Hari pertama buka toko, Joni tidak bisa ikut membantu. Sebab Joni ada acara disekolahannya, Reno tidak masalah seban dia hanya ingin Joni fokus dengan sekolahnya saja dan tidak usah membantu di toko.
" Alhamdulillah hari ini dapat penghasilan 23 juta. Dan ini bonus untuk kalian." Ucap Reno kepada ketiga karyawannya.
Reno memberikan uang kepada Akbar, Manto dan Cika masing - masing 100 ribu. Uang itu bukan uang gaji, itu uang bonus karena hari ini mereka sudah bekerja dengan baik.
" Tapi nanti kita kan sudah dapat gaji pak? Kita juga sudah dapat yang makan." Seru Akbar merasa tidak enak seban toko juga baru pertama kali buka.
" Itu bonus untuk kalian, dan untuk gaji kalian akan aku berikan setiap tanggal 10. Uang makan 25 ribu cukup atau tidak?." Tanya Reno takut jika uang makan yang dia berikan terlalu kecil.
" Sudah lebih dari cukup pak." Jawab ketiganya serempak.
" Baiklah kalau begitu Untuk gaji akan saya bayarkan setiap tanggal 10 sesuai kesepakatan awal yang sudah kita bicarakan. Kalian sudah tahu kan nominal gaji kalian nanti berapa? Jika menurut kalian gaji itu tidak sesuai dengan pekerjaan kalian, kalian bisa protes dari sekarang."Seleru Reno bicara dengan serius.
Reno hanya tidak mau jika para karyawannya menggerutu di belakangnya. Jika memang gaji yang dia berikan terlalu kecil, Reno mau para karawanya untuk bicara secara langsung kepada Reno tanpa menggerutu di belakang. Reno tidak mau dianggap sebagai orang yang dzolim yang tega memeras keringat orang lain demi kepentingannya sendiri.
" Alhamdulillah gaji itu sudah cukup buat kita pak, itu juga sudah termasuk besar. Jika kami bekerja di luar toko bapak, mungkin kami tidak akan mendapatkan gaji sebesar itu. Apalagi kami ini mendapat uang makan juga."Jawab Cika dan disetujui oleh kedua temannya.

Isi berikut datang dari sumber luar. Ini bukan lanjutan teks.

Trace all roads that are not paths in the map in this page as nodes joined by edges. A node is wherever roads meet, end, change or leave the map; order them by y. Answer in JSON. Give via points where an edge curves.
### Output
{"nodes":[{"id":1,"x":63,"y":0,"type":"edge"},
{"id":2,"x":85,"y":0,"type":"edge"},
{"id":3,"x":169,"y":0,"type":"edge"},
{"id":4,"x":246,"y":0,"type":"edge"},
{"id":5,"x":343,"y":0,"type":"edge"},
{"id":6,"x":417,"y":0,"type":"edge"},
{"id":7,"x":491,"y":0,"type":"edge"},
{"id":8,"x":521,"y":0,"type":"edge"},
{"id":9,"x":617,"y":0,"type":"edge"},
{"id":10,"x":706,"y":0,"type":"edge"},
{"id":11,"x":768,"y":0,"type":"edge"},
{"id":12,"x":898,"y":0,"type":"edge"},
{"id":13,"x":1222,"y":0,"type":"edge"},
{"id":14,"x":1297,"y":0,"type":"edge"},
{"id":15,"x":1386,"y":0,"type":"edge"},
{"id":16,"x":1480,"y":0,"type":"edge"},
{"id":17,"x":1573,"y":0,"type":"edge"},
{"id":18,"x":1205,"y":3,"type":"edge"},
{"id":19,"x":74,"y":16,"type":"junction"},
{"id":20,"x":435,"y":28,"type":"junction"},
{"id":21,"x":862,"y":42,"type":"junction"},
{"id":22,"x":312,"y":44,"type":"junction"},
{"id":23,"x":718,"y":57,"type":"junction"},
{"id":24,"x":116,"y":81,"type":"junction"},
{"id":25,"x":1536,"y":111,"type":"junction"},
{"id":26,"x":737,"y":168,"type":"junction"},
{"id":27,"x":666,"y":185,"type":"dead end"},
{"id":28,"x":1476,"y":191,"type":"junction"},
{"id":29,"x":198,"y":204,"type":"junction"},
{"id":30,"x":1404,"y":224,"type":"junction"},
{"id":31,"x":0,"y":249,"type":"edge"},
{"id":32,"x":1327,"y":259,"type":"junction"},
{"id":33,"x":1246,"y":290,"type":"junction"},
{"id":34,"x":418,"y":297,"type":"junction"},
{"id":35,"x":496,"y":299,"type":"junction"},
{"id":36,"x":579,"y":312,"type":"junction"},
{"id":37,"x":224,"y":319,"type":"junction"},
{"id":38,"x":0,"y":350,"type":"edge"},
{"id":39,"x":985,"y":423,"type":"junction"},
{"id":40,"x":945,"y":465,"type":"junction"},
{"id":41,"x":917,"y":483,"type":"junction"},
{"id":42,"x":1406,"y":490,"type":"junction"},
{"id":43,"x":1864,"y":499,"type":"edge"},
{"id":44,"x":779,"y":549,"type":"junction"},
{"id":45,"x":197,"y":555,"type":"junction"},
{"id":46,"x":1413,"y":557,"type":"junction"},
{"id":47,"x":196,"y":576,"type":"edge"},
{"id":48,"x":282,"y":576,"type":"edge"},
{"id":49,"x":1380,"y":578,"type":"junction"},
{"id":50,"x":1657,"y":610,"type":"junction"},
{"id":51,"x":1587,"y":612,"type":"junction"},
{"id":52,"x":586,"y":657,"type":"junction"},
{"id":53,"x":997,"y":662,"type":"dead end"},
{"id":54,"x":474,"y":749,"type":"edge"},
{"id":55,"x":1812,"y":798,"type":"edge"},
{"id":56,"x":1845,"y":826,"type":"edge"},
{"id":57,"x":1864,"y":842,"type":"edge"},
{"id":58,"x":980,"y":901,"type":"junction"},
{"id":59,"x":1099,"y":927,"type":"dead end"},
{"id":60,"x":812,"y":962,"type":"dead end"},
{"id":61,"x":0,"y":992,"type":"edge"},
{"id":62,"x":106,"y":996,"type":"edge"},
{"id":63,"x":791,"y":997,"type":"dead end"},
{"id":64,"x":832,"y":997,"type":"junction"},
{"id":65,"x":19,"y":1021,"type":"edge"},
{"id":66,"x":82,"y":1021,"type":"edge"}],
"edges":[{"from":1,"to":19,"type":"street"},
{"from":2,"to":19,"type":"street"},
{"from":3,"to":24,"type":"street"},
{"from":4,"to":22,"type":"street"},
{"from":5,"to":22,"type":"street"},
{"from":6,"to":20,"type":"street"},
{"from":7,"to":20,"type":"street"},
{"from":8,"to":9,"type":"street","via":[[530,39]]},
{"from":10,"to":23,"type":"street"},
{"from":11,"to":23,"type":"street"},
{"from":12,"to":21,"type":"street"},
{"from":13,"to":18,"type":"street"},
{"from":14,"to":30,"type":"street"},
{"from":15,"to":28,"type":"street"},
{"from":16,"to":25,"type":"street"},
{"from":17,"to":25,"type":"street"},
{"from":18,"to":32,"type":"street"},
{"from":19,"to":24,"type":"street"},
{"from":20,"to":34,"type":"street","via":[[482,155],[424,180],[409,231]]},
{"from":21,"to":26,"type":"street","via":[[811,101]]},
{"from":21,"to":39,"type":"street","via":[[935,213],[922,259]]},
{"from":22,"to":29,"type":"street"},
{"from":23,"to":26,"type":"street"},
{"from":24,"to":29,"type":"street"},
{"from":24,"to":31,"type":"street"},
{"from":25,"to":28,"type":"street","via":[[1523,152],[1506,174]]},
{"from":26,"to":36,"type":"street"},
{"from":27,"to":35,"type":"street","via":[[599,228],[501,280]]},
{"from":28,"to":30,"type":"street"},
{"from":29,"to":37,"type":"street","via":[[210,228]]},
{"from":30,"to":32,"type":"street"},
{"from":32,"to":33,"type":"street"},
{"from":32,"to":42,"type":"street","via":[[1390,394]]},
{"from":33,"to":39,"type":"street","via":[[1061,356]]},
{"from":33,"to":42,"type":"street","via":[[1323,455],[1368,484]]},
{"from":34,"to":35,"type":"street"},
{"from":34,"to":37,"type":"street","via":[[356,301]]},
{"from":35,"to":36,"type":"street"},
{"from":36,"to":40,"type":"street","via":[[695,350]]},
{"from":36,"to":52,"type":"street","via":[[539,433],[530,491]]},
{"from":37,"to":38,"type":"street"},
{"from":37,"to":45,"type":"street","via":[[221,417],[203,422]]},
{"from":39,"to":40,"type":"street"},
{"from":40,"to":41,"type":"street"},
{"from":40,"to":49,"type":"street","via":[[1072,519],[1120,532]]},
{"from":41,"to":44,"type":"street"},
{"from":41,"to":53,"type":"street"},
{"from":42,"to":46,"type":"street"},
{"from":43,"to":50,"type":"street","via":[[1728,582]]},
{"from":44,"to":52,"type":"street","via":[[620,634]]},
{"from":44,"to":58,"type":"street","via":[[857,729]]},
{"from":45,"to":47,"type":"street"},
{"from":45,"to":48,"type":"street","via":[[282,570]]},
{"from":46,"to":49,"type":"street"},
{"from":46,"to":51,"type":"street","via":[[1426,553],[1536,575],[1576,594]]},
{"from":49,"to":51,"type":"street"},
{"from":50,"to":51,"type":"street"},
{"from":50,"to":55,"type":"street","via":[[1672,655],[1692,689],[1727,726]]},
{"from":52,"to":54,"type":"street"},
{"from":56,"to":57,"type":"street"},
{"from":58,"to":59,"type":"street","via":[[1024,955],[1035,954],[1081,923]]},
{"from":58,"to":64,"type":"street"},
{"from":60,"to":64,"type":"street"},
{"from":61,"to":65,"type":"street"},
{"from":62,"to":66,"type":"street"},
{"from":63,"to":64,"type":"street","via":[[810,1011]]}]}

" Oh begitu ya sudah kalau memang menurut kalian gaji itu sudah cukup. Baiklah sekarang kalian boleh pulang, dan ingat besok datang sebelum toko buka ya. Kita bereskan semua barang-barang yang perlu kita bereskan, dan kita tambah barang-barang yang sudah habis di displaynya." Ucap Reno memberitahu.
" Baik Pak."Jawab mereka bertiga.
Reno dan ketiga karyawannya pun keluar dari toko, Reno terlebih dahulu menutup dan mengunci toko. Reno menggunakan kunci pengamanan ganda untuk tokonya, agar tidak mudah dibobol oleh tangan-tangan jahil.
"Alhamdulillah untuk rezeki hari ini.." Ucap Reno sebelum melajukan motornya.
__ADS_1
Motor Reno mulai meninggalkan pekarangan toko. Adzan maghrib juga sudah berkumandang, Reno melajukan motornya dengan pelan. Menempuh perjalanan sekitar 40 menit, motor Reno sudah sampai di depan rumah orang tuanya. Reno bergegas masuk, untuk segera mandi dan sholat maghrib.